→ **How to complete this task**
In the listing below, count every line that contains "Volvo". Give nothing but the number.
──────── Material supplied ────────
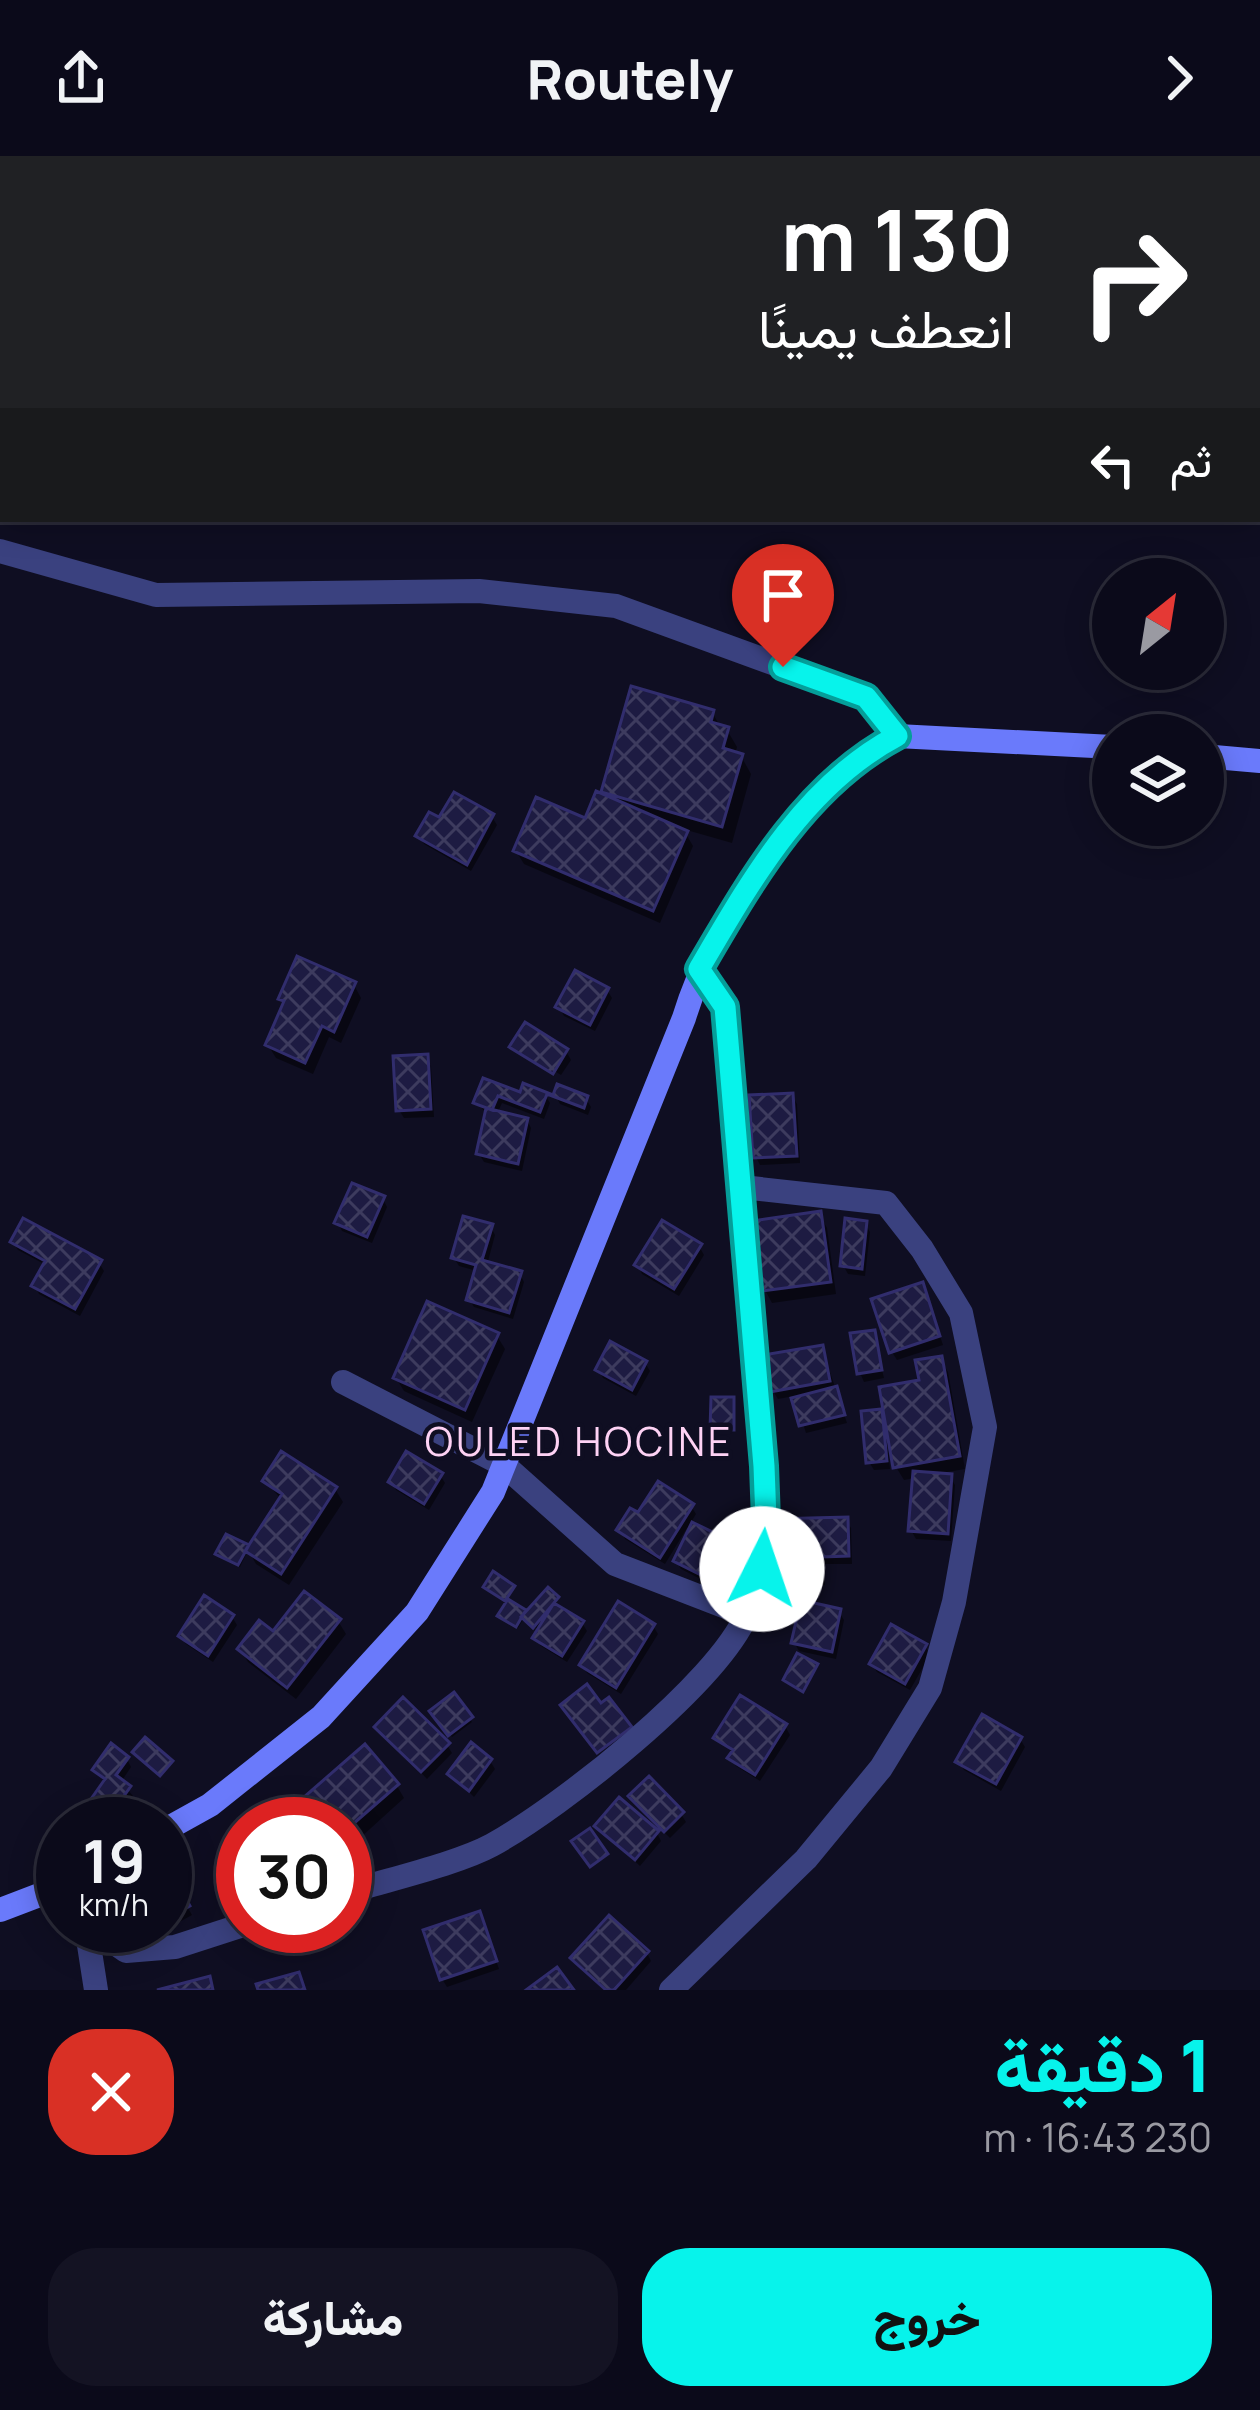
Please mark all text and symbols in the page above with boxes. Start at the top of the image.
text: Routely [527,41,733,115]
icon: share [48,45,114,111]
icon: forward [1146,45,1212,111]
text: 130 m [781,181,1014,296]
icon: right [1056,204,1212,360]
text: انعطف يمينًا [758,290,1014,364]
text: ثم [1170,429,1212,491]
icon: left [1080,432,1146,498]
pin [732,544,834,667]
north arrow [1092,558,1224,690]
map controls [1092,558,1224,846]
icon: arrive [750,562,816,628]
button: layers [1092,714,1224,846]
district label: OULED HOCINE [425,1414,733,1468]
position arrow [699,1506,825,1632]
speed limit sign: 30 [216,1797,372,1953]
text: 19 [82,1819,146,1901]
text: km/h [79,1884,149,1925]
text: 1 دقيقة [994,2015,1212,2114]
button: close [48,2029,174,2155]
text: 230 m · 16:43 [983,2110,1212,2164]
button: مشاركة [48,2248,618,2386]
button: خروج [642,2248,1212,2386]

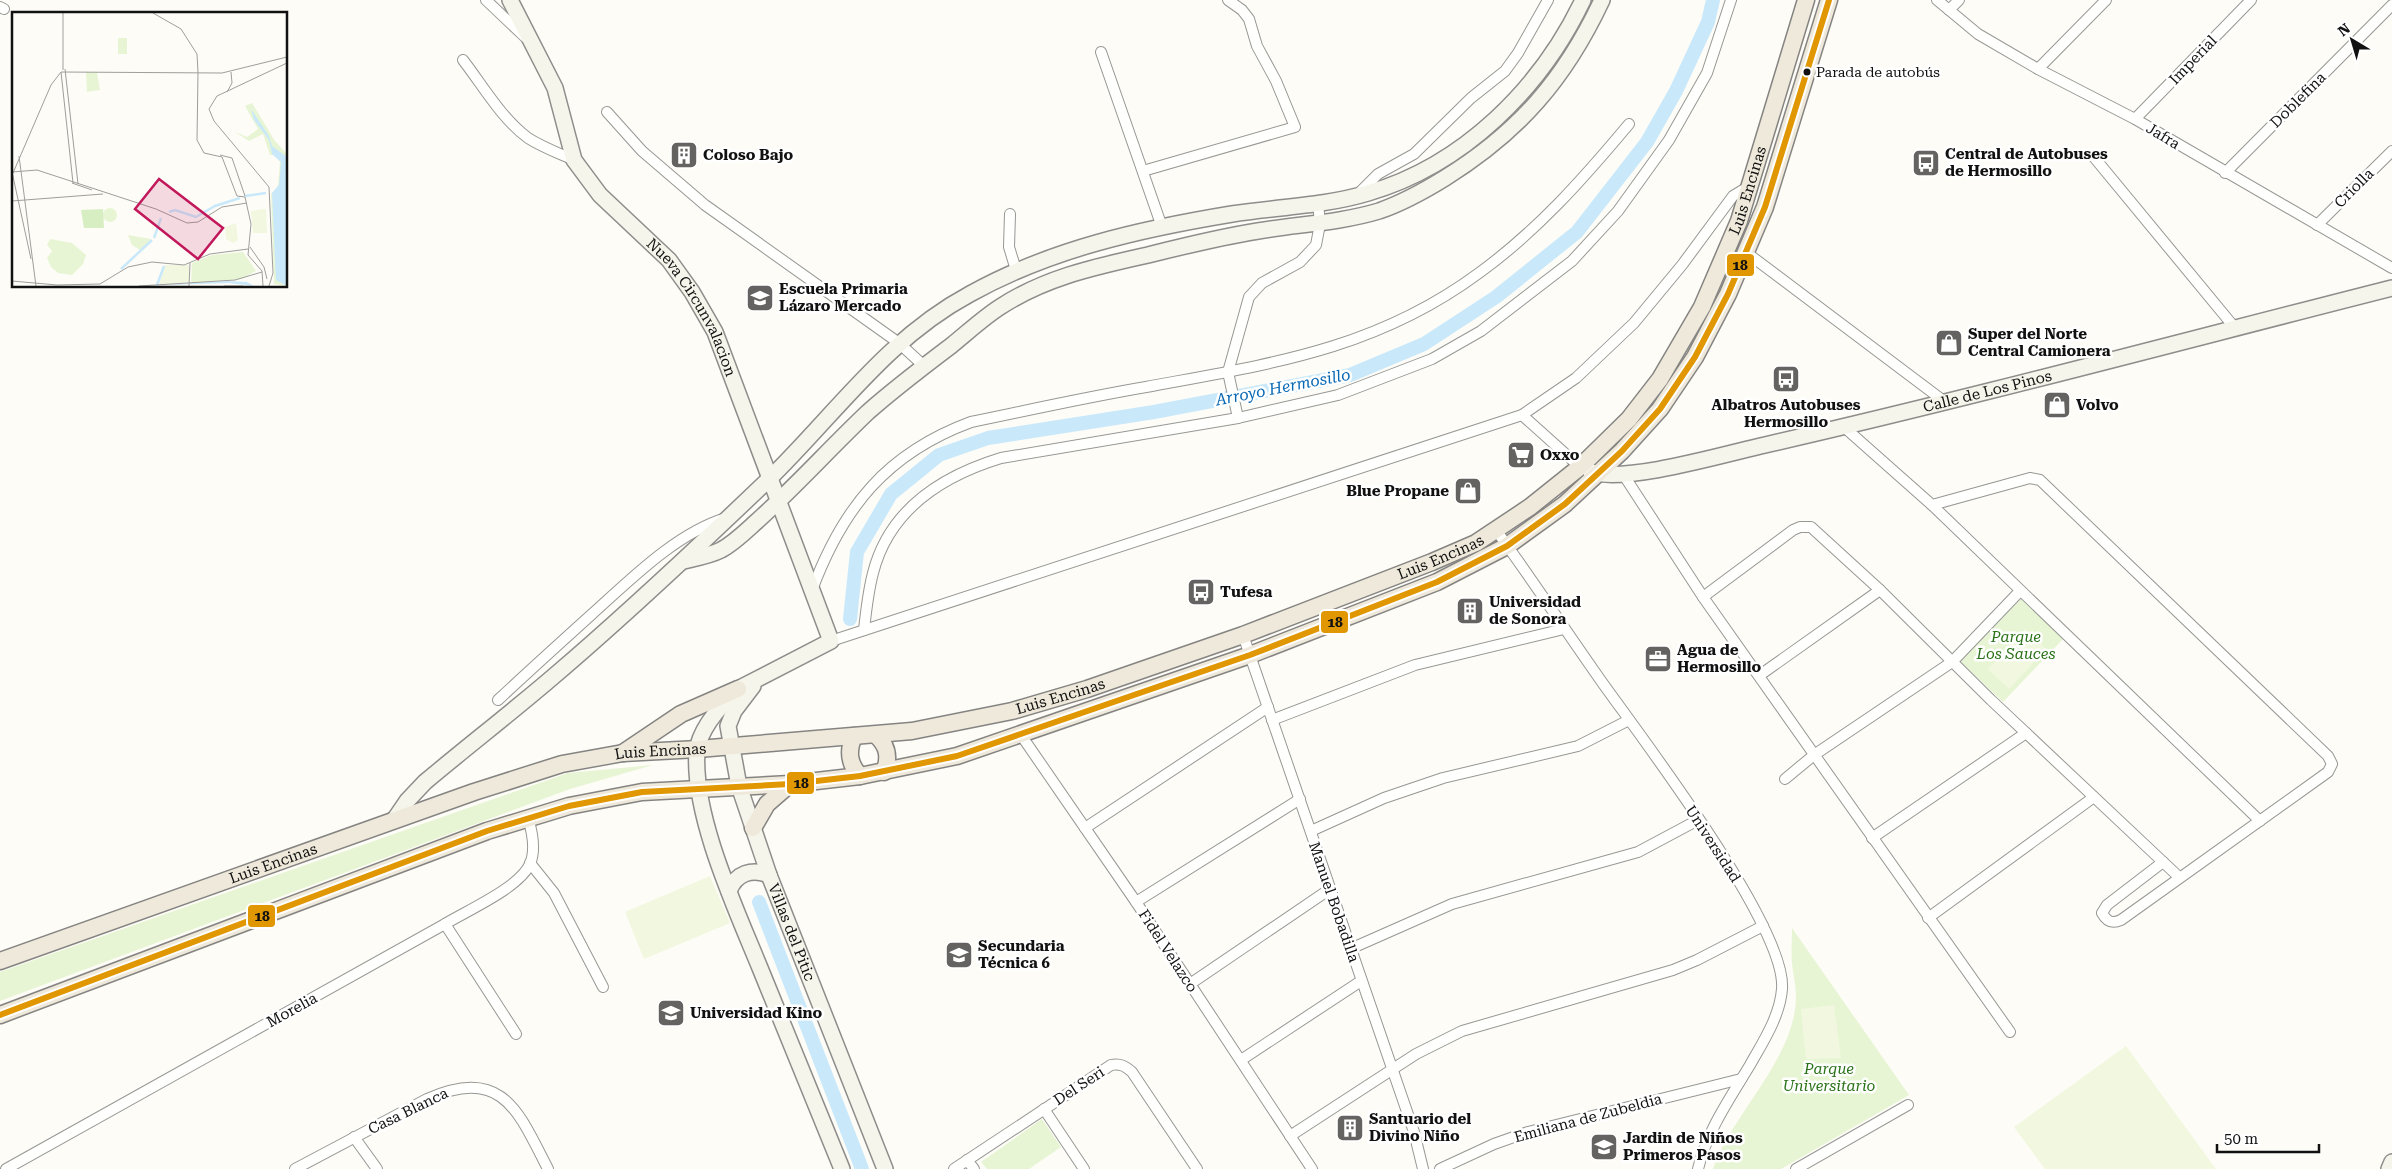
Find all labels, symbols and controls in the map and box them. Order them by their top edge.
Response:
inset map [12,12,288,288]
north arrow [2327,15,2377,65]
text: N [2335,20,2353,39]
street label: Imperial [2165,32,2221,88]
place label: Parada de autobús [1816,64,1940,80]
marker: Parada de autobús [1802,67,1812,77]
street label: Doblefina [2266,68,2330,132]
street label: Jafra [2143,119,2183,153]
building icon: Coloso Bajo [669,140,699,170]
street label: Luis Encinas [1725,144,1770,238]
place label: Central de Autobuses de Hermosillo [1945,145,2108,180]
place label: Coloso Bajo [703,146,793,164]
bus stop icon: Central de Autobuses de Hermosillo [1911,148,1941,178]
street label: Criolla [2331,165,2377,211]
street label: Nueva Circunvalacion [643,234,740,379]
line badge: 18 [1726,253,1755,277]
text: 18 [1732,257,1748,273]
place label: Escuela Primaria Lázaro Mercado [779,280,908,315]
school or university icon: Escuela Primaria Lázaro Mercado [745,283,775,313]
place label: Super del Norte Central Camionera [1968,325,2111,360]
shop icon: Super del Norte Central Camionera [1934,328,1964,358]
bus stop icon: Albatros Autobuses Hermosillo [1771,364,1801,394]
water label: Arroyo Hermosillo [1213,365,1352,410]
street label: Calle de Los Pinos [1921,367,2054,416]
shop icon: Volvo [2042,390,2072,420]
place label: Albatros Autobuses Hermosillo [1712,396,1861,431]
place label: Volvo [2076,396,2119,414]
supermarket icon: Oxxo [1506,440,1536,470]
place label: Oxxo [1540,446,1580,464]
shop icon: Blue Propane [1453,476,1483,506]
place label: Blue Propane [1346,482,1449,500]
street label: Luis Encinas [1395,531,1487,583]
bus stop icon: Tufesa [1186,577,1216,607]
place label: Tufesa [1220,583,1273,601]
place label: Universidad de Sonora [1489,593,1581,628]
building icon: Universidad de Sonora [1455,596,1485,626]
line badge: 18 [1320,610,1349,634]
text: 18 [1327,614,1343,630]
park label: Parque Los Sauces [1976,628,2056,663]
place label: Agua de Hermosillo [1677,641,1762,676]
office icon: Agua de Hermosillo [1643,644,1673,674]
street label: Luis Encinas [1014,674,1107,718]
street label: Luis Encinas [613,739,707,763]
line badge: 18 [786,771,815,795]
text: 18 [793,775,809,791]
street label: Universidad [1681,802,1745,886]
street label: Manuel Bobadilla [1305,839,1363,965]
street label: Luis Encinas [227,840,319,888]
street label: Villas del Pitic [764,881,819,983]
line badge: 18 [247,904,276,928]
street label: Fidel Velazco [1135,906,1201,996]
text: 18 [254,908,270,924]
place label: Secundaria Técnica 6 [978,937,1065,972]
school or university icon: Secundaria Técnica 6 [944,940,974,970]
street label: Morelia [264,989,320,1031]
school or university icon: Universidad Kino [656,998,686,1028]
place label: Universidad Kino [690,1004,823,1022]
park label: Parque Universitario [1783,1060,1876,1095]
street label: Del Seri [1050,1063,1108,1109]
street label: Casa Blanca [365,1084,451,1138]
street label: Emiliana de Zubeldia [1512,1090,1664,1146]
place label: Santuario del Divino Niño [1369,1110,1471,1145]
building icon: Santuario del Divino Niño [1335,1113,1365,1143]
scale bar [2217,1122,2320,1154]
place label: Jardin de Niños Primeros Pasos [1623,1129,1743,1164]
text: 50 m [2224,1130,2259,1148]
school or university icon: Jardin de Niños Primeros Pasos [1589,1132,1619,1162]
────────
→ **Task response**
2